#### [ABOUT THIS TASK]
Return exactly the lines from the one that contains "ring dip: (413, 208)" up to the last line of the listing, and nothing else.

#### [SOURCE MATERIAL]
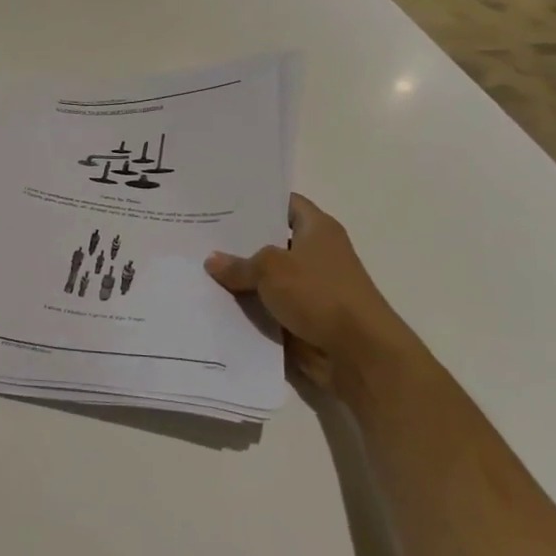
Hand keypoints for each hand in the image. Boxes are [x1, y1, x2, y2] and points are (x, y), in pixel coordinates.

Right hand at [205, 194, 413, 398]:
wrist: (358, 354)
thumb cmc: (319, 294)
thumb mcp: (271, 269)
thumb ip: (239, 264)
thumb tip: (212, 261)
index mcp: (317, 229)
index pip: (285, 203)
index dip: (257, 200)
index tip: (223, 201)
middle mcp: (315, 253)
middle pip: (271, 240)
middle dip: (239, 240)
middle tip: (200, 234)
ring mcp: (309, 288)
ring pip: (266, 277)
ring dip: (240, 278)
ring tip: (197, 267)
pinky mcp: (303, 317)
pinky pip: (268, 306)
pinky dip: (247, 306)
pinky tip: (213, 300)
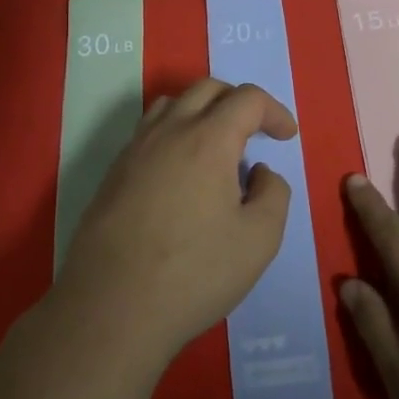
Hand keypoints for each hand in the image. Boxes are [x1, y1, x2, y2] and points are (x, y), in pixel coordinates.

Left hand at [56, 77, 295, 371]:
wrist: (111, 309)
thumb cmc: (195, 273)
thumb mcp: (260, 239)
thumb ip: (273, 194)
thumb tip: (259, 172)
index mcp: (208, 140)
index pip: (247, 99)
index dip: (275, 111)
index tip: (286, 137)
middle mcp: (168, 132)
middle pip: (206, 89)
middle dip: (239, 102)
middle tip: (256, 133)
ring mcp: (134, 151)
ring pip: (171, 104)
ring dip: (202, 111)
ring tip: (216, 146)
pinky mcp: (112, 175)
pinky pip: (147, 132)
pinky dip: (174, 134)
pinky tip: (180, 174)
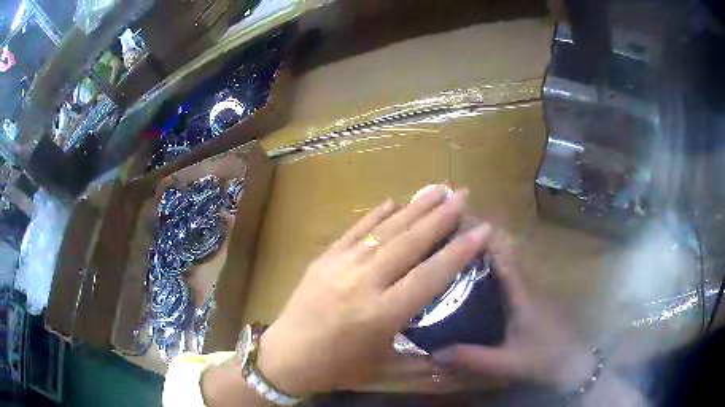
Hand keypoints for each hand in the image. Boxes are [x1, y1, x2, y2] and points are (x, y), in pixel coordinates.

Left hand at [256, 185, 494, 394]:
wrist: (285, 357)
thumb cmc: (336, 368)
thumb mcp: (382, 368)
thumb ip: (420, 361)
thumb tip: (450, 354)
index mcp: (381, 315)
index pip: (429, 276)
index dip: (458, 252)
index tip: (481, 230)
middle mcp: (363, 283)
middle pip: (409, 243)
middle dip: (440, 217)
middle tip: (461, 194)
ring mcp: (340, 266)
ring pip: (384, 231)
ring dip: (413, 208)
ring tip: (436, 189)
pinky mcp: (324, 259)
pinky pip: (354, 231)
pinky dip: (375, 215)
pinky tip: (392, 201)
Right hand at [431, 232, 596, 392]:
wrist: (573, 363)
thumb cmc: (543, 359)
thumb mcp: (506, 362)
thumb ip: (473, 358)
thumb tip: (435, 352)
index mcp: (522, 296)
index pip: (504, 259)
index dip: (487, 239)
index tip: (464, 222)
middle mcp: (527, 288)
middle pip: (505, 257)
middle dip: (482, 244)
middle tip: (453, 239)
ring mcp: (532, 295)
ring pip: (508, 268)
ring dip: (488, 257)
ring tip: (460, 256)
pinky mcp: (533, 304)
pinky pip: (510, 281)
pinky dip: (495, 274)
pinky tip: (479, 285)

#### [FINISHED TASK]
ring dip: (413, 208)
ring tip: (436, 189)
pinky mcp: (324, 259)
pinky pip: (354, 231)
pinky dip: (375, 215)
pinky tip: (392, 201)
Right hand at [431, 232, 596, 392]:
wrist: (573, 363)
thumb cmc: (543, 359)
thumb mcp: (506, 362)
thumb ip: (473, 358)
thumb tip: (435, 352)
index mcp: (522, 296)
index pip: (504, 259)
index dip: (487, 239)
index tip: (464, 222)
middle mcp: (527, 288)
middle pip: (505, 257)
middle dip: (482, 244)
middle tip: (453, 239)
ring mcp: (532, 295)
ring pip: (508, 268)
ring dip: (488, 257)
ring tip: (460, 256)
pinky mcp: (533, 304)
pinky pip: (510, 281)
pinky dip: (495, 274)
pinky tip: (479, 285)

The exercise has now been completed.